2. Materials and Methods

2.1. Chemicals and reagents

Spironolactone was gifted by Aarti Pharma and Aarti Plastic Bhandup (West) Mumbai-(INDIA) 400078. Furosemide was kindly supplied as a gift sample by Yarrow Chemical Productions Mumbai (INDIA) 421201. HPLC grade Acetonitrile and Methanol was purchased from Loba Chemicals private ltd. Analytical grade Potassium dihydrogen phosphate, o-phosphoric acid were of Research Lab, Mumbai, Filter paper was purchased from Research lab Islampur (INDIA) 415409. All the chemicals for the analysis were freshly prepared, analyzed and used.

2.2. Instrumentation

UV-Visible double beam spectrophotometer JASCO V-530 made in Japan with 1 cm matched pair quartz cell and spectral bandwidth of 1 nm was used. HPLC system (Dionex) with variable wavelength detector (vwd) (model summit) was used. Chromeleon 6.8 SR11 as data processing software was used. Analysis was performed on 250 mm × 4.6 mm, hypersil BDS C18 column with internal particle size 5 µm. All weighing operations were performed by using an electronic balance (Model Shimadzu AUW-220D). Ultrasonicator model 5.0L150H was used.

2.3. Chromatographic condition

The mobile phase containing potassium dihydrogen phosphate buffer maintained at pH 3.5 using o phosphoric acid and acetonitrile: tert butyl methyl ether in the ratio of 49:50:1 v/v/v was selected as the optimum composition of the mobile phase, as this solvent system ideally resolved the components.

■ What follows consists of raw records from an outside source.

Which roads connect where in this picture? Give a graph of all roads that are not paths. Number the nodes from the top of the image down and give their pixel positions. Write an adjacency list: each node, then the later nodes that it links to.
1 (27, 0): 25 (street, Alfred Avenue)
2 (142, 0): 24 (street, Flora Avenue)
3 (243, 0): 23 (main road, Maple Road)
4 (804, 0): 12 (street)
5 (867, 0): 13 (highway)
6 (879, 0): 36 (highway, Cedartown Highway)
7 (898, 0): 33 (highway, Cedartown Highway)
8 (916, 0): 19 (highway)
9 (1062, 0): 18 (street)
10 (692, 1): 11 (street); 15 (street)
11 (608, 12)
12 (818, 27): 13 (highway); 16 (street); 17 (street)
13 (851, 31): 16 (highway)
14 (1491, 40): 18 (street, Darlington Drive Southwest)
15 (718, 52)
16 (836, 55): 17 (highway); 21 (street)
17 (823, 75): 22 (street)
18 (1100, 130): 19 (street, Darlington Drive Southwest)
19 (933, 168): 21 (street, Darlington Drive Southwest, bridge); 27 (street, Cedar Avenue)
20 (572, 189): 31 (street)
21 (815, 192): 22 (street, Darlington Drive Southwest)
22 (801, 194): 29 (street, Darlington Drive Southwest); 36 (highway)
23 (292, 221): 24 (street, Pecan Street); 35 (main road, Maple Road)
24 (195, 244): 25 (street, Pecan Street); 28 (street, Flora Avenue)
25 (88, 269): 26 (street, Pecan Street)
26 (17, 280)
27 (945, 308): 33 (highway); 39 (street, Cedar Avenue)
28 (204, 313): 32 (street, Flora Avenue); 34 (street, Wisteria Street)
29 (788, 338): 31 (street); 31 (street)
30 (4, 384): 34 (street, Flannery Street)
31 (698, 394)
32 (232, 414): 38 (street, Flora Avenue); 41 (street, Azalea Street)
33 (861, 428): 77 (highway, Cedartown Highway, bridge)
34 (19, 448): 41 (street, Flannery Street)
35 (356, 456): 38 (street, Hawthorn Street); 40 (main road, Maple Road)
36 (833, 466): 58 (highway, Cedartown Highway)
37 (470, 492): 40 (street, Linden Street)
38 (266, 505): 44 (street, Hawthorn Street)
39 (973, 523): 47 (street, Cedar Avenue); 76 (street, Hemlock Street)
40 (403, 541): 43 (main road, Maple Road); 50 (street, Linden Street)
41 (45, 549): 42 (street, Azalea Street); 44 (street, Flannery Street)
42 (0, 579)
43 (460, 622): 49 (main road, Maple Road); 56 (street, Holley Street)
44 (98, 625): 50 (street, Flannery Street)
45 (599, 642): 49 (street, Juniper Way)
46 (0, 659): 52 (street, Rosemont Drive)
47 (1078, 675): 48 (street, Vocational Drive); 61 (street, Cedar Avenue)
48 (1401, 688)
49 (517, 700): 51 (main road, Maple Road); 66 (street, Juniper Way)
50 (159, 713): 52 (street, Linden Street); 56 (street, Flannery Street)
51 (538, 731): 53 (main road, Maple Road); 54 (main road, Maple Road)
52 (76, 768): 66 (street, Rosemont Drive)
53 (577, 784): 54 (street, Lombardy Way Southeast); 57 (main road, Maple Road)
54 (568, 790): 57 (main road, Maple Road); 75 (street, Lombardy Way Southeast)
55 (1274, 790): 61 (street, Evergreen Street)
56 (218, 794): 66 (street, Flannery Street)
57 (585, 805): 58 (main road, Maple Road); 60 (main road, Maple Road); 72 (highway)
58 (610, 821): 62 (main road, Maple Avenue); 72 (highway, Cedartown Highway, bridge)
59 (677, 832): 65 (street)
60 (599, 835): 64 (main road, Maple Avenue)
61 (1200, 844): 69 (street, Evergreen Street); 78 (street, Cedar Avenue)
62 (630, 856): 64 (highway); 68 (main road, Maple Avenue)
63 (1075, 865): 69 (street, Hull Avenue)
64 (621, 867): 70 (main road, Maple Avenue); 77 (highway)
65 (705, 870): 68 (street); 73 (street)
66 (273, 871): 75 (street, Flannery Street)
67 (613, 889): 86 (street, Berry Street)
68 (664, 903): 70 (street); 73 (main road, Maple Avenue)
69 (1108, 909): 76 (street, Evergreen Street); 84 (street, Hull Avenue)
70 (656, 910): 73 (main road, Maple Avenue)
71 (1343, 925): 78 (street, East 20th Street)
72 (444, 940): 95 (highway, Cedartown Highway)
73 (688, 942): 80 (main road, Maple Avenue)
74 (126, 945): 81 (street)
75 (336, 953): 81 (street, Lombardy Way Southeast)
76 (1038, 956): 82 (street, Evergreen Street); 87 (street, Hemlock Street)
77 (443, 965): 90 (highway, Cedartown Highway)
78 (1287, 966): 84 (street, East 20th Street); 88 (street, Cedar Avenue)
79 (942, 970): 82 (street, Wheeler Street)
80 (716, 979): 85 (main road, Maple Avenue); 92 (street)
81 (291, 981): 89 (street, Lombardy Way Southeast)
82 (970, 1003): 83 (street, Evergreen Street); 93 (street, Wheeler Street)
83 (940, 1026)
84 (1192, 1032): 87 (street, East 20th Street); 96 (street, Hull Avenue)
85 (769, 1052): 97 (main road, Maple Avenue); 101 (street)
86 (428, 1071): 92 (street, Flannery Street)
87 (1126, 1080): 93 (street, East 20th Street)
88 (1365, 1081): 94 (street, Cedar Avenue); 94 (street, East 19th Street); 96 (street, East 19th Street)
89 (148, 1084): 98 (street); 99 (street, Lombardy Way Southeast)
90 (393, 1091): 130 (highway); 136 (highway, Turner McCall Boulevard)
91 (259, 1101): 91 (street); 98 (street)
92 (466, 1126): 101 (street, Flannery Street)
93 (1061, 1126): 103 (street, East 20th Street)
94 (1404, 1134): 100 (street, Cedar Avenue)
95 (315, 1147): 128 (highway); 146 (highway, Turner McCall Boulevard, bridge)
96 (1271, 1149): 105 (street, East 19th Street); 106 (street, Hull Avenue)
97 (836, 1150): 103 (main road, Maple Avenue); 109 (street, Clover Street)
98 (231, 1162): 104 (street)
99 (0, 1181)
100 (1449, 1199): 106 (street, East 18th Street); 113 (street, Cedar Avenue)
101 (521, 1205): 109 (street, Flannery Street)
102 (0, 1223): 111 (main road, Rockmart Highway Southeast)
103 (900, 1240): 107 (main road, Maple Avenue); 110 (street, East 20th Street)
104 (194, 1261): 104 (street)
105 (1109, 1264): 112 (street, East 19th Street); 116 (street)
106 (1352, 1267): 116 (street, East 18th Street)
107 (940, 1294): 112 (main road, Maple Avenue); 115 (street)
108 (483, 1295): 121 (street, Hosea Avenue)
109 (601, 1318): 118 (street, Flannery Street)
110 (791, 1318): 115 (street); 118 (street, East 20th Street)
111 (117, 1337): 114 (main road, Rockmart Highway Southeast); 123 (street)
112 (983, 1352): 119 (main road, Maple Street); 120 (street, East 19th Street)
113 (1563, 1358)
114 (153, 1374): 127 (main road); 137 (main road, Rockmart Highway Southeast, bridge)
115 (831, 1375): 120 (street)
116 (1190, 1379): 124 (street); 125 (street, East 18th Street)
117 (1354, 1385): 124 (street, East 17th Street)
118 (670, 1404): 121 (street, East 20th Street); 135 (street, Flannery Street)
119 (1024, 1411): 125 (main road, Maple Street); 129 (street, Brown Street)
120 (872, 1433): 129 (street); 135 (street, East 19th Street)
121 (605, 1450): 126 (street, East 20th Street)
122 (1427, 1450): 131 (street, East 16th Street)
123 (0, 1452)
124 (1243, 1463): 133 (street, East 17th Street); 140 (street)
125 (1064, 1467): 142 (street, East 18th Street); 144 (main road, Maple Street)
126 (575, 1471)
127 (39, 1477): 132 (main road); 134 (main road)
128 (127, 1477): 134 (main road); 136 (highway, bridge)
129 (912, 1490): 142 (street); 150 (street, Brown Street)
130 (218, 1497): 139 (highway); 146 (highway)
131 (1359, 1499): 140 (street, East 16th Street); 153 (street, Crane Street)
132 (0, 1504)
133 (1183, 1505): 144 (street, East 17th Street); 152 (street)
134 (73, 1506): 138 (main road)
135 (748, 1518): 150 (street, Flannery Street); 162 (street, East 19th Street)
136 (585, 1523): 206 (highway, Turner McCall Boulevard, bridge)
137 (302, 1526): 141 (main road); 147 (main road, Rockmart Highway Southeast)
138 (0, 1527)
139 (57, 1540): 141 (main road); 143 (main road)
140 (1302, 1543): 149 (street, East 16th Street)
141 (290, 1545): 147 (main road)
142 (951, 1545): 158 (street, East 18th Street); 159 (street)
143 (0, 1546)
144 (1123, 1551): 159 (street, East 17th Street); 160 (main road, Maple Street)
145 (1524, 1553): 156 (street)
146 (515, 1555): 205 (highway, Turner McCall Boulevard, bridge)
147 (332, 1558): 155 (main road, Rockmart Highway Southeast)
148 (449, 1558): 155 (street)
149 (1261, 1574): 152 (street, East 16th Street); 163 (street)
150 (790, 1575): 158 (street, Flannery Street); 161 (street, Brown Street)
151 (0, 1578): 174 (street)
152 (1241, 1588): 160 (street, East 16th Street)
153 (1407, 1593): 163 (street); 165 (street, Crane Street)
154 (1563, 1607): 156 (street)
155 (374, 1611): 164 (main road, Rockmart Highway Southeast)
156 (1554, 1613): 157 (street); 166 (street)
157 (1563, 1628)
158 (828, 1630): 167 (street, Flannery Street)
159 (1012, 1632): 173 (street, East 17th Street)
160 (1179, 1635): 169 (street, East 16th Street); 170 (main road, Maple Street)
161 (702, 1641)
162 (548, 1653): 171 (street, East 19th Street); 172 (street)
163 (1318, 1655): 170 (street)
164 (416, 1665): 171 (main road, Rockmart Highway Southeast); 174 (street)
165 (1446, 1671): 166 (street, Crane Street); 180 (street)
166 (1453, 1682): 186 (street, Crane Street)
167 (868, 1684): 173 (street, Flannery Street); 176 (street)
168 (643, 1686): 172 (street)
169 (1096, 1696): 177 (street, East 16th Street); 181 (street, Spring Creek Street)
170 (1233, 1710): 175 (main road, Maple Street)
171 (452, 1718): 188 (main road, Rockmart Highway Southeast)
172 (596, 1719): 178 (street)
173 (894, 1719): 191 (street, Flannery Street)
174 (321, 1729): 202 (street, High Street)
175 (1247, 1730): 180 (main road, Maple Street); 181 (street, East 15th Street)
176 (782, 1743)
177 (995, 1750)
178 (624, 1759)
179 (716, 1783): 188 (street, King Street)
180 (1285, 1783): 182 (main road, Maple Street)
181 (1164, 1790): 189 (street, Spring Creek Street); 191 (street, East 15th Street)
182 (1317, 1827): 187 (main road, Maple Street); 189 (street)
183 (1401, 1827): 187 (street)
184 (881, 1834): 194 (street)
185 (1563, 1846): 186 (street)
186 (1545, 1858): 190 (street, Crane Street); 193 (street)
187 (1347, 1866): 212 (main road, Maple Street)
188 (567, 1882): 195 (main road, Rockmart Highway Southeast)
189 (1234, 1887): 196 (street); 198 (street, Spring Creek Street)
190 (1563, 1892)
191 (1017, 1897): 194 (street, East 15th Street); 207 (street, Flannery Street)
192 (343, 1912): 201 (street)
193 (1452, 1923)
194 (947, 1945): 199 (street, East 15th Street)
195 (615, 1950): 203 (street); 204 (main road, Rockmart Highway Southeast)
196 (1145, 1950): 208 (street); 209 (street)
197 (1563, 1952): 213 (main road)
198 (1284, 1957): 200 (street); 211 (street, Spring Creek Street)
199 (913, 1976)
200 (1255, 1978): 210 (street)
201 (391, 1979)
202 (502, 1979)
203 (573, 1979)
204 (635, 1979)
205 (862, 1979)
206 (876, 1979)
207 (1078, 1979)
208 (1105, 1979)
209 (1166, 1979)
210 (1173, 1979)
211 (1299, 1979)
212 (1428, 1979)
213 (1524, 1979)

C18 (4.6 × 250 mm) Hypersil BDS was used as a stationary phase for the selected method. The flow rate was set to 1.0 mL min−1 and UV detection was carried out at 254 nm. The mobile phase and the sample were degassed by sonication for 10 min and filtered through 0.4 μm membrane filter paper. All the determinations were performed at a constant column temperature (25 oC).

2.4. Preparation of standard solutions

2.4.1. For UV method

10 mg of SPL and FRM were accurately weighed and transferred to a 10 mL volumetric flask separately. 7 mL of Phosphate buffer maintained at a pH of 3.5: Acetonitrile (50:50) v/v mobile phase was added to the both flasks and sonicated for 10 minutes. The final volume was adjusted thereafter to obtain 1000 µg mL−1 concentration of SPL and FRM. The stock solutions were subsequently prepared in 10 mL volumetric flasks to get the final concentration of 100 µg mL−1 of SPL and FRM.

2.4.2. For HPLC

100 mg API of SPL and FRM as a standard was weighed and transferred to 100 mL labelled volumetric flask. 70 mL of Phosphate Buffer pH 3.5: Acetonitrile: tert butyl methyl ether (49:50:1 v/v/v) mobile phase was added and subjected to sonication for 10 minutes. The final volume was adjusted to obtain concentration of 1000 µg mL−1 for SPL and FRM. The stock solutions were subsequently prepared in 10 mL volumetric flasks to get the final concentration of 100 µg mL−1 of SPL and FRM.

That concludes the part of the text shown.